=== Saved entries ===

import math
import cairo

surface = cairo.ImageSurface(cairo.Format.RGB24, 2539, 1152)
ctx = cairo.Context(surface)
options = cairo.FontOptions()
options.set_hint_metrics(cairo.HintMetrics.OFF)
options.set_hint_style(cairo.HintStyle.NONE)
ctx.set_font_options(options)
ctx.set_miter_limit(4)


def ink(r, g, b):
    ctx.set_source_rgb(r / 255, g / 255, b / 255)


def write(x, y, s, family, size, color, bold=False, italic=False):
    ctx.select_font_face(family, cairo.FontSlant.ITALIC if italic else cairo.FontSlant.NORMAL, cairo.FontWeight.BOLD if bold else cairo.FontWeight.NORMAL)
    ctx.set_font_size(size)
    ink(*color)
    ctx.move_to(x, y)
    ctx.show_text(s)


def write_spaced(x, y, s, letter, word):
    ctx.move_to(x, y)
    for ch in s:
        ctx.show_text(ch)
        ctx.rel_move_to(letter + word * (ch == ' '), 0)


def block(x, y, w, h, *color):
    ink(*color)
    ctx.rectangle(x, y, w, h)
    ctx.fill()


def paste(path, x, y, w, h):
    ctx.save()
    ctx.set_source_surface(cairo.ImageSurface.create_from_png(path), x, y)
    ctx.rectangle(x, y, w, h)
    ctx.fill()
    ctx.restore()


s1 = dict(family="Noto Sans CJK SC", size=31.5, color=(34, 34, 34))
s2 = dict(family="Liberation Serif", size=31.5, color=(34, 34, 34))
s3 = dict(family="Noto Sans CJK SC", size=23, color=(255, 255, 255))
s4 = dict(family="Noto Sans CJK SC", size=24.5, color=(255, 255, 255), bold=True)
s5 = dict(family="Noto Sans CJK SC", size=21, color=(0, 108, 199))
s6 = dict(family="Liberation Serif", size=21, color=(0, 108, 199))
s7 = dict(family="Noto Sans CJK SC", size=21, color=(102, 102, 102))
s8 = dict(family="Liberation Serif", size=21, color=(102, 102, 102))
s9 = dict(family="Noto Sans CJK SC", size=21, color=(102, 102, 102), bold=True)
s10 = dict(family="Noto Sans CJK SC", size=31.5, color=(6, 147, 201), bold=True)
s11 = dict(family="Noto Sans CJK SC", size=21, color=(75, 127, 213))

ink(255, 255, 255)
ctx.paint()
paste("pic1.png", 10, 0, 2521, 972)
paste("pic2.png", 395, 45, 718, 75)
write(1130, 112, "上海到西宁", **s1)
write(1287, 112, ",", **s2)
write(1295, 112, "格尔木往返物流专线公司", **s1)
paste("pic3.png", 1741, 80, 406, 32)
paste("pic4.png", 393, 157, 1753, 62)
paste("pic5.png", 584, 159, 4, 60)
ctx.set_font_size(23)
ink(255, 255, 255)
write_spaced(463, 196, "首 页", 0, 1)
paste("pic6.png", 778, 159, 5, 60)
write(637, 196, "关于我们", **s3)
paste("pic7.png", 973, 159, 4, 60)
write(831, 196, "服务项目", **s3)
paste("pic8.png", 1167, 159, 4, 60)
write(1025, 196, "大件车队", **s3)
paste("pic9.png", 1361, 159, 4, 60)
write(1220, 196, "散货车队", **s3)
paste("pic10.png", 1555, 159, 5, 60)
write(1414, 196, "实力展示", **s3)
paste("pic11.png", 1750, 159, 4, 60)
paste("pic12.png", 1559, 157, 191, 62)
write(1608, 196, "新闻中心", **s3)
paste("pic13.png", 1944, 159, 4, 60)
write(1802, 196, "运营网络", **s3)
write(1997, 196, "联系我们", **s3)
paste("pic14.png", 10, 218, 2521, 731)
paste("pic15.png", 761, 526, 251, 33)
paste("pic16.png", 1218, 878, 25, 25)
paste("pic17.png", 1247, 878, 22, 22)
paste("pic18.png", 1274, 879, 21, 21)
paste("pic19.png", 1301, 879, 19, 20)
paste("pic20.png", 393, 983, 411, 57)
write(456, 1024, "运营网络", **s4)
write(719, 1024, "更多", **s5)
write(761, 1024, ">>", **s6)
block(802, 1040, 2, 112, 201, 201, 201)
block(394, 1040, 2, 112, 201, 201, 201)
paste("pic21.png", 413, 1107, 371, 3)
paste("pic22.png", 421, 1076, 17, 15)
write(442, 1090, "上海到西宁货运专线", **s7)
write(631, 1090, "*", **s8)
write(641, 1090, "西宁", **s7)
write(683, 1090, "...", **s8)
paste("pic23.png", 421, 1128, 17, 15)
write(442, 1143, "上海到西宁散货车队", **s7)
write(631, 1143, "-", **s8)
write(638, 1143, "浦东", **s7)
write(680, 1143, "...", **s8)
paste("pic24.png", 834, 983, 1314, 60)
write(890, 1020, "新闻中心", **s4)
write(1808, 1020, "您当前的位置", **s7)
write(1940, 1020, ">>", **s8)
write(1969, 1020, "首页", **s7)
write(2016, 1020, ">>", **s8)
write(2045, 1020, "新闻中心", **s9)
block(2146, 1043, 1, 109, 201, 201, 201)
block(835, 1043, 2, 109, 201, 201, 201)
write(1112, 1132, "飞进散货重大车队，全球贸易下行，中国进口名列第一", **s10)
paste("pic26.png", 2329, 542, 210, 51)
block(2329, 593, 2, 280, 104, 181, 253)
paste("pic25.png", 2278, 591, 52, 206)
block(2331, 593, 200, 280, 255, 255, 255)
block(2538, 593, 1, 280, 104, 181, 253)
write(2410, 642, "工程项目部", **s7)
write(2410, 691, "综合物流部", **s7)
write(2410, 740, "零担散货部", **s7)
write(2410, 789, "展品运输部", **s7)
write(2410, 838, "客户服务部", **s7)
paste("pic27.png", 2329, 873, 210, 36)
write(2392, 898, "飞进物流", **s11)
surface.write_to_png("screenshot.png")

=== WHAT IS REQUIRED ===
Each line in which the string "word" is found must be copied from the data.

=== REPLY ===
def write_spaced(x, y, s, letter, word):
        ctx.rel_move_to(letter + word * (ch == ' '), 0)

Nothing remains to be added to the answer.